Some flaws that I see untill now are:
The script could cause the CPU to go in 100% use because if there is
no sleep used in while loop. See sleep(3) line.
There are flaws in the code or unecessary stuffs. Because I'm noob with pthreads, it may be another way to do the same thing but much more optimised'.
Any suggestion to improve my code is appreciated. The reason why I post this is because I actually didn't find nothing on search engines that is doing this.

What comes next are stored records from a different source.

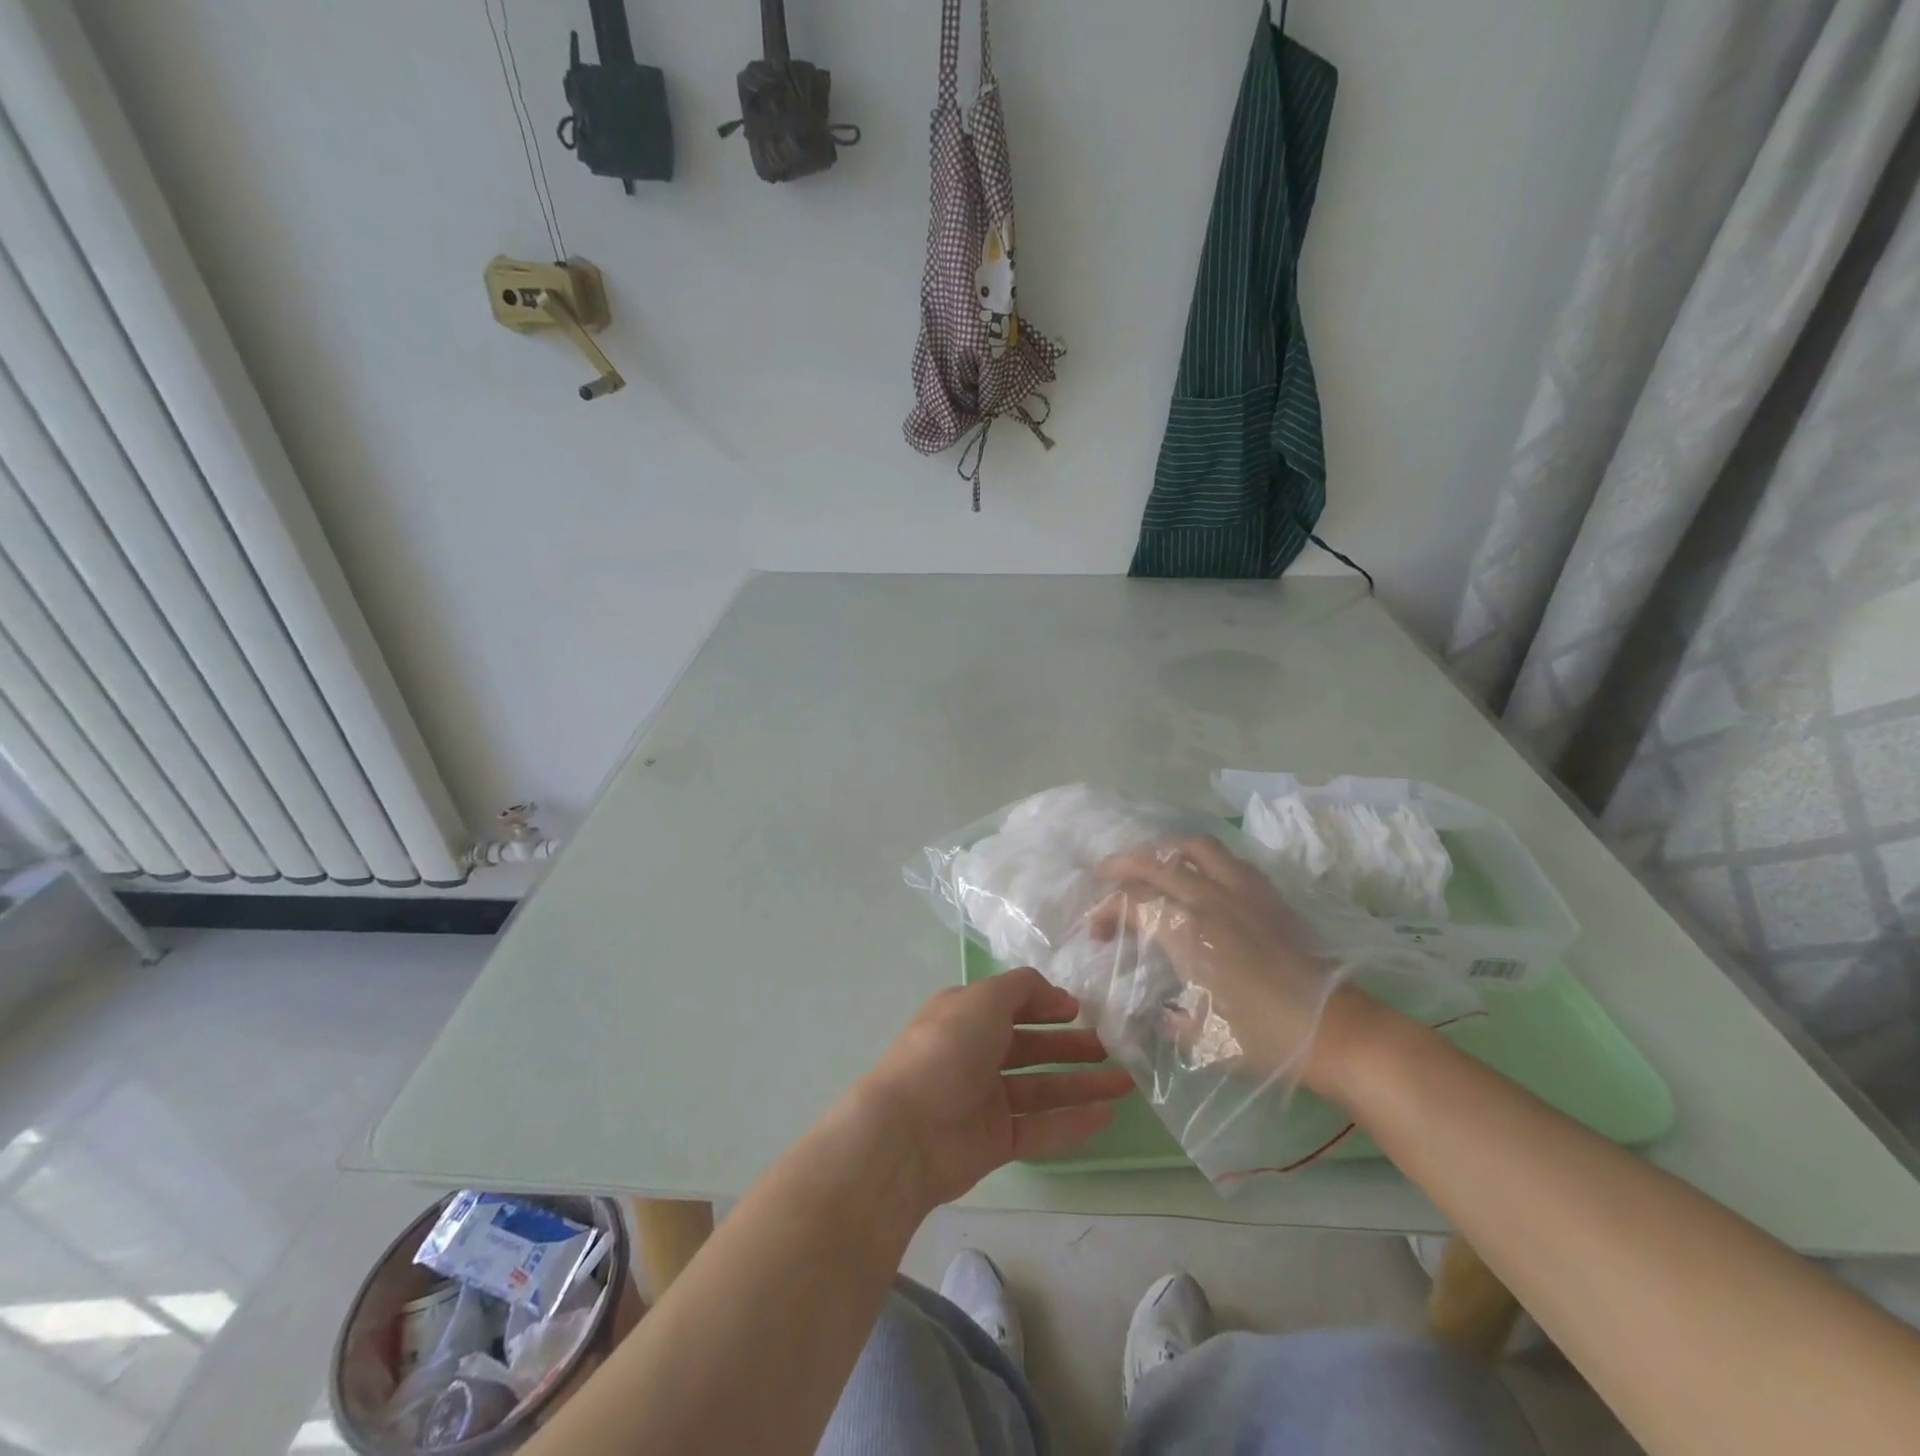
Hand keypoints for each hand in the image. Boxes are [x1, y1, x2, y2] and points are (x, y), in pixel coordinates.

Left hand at [854, 970, 1135, 1210]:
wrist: (907, 1131)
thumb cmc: (946, 1049)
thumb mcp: (984, 999)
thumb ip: (1023, 988)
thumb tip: (1056, 993)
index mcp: (965, 1016)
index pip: (1011, 1005)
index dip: (1045, 1005)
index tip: (1081, 1010)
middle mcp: (975, 1053)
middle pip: (1032, 1048)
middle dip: (1072, 1046)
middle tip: (1114, 1047)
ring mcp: (985, 1099)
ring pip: (1042, 1089)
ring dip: (1082, 1084)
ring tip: (1126, 1082)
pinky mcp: (995, 1142)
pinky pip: (1040, 1129)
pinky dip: (1071, 1122)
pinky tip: (1106, 1115)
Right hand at [1090, 834, 1385, 1094]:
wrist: (1336, 1031)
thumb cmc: (1264, 1039)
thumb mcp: (1201, 1039)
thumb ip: (1167, 1019)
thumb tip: (1154, 1011)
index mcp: (1186, 933)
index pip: (1131, 903)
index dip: (1104, 911)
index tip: (1095, 931)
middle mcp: (1209, 899)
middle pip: (1153, 861)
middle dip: (1120, 865)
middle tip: (1103, 876)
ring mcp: (1241, 890)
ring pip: (1193, 846)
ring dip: (1163, 849)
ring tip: (1152, 863)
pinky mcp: (1268, 894)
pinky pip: (1228, 859)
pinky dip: (1203, 858)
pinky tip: (1201, 875)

All the examples are syncronised and all async examples like, run 500 threads and then stop and I was looking to something that it makes 500 threads but keep making another 500 untill reaches end of a file for example.
Script:
<?php
// Maximum number of threads.
$max_threads = 15; // I do plan to use like 500-1000 threads.
// Initiate the threads.
$threads = [];
for($i = 0; $i <= $max_threads; $i++) {
$threads[$i] = new MultiThreads($i);
$threads[$i]->start();
}
// Keep creating threads. Here I plan to make it to read a large file of urls(targets) but for demo/testing purpose I made a while loop.
while(true) {
for($i = 0; $i <= $max_threads; $i++) {
if($threads[$i]->isRunning() != true) { // If is not true(which means thread is busy) keep creating new threads. Why not creating a thread if is available.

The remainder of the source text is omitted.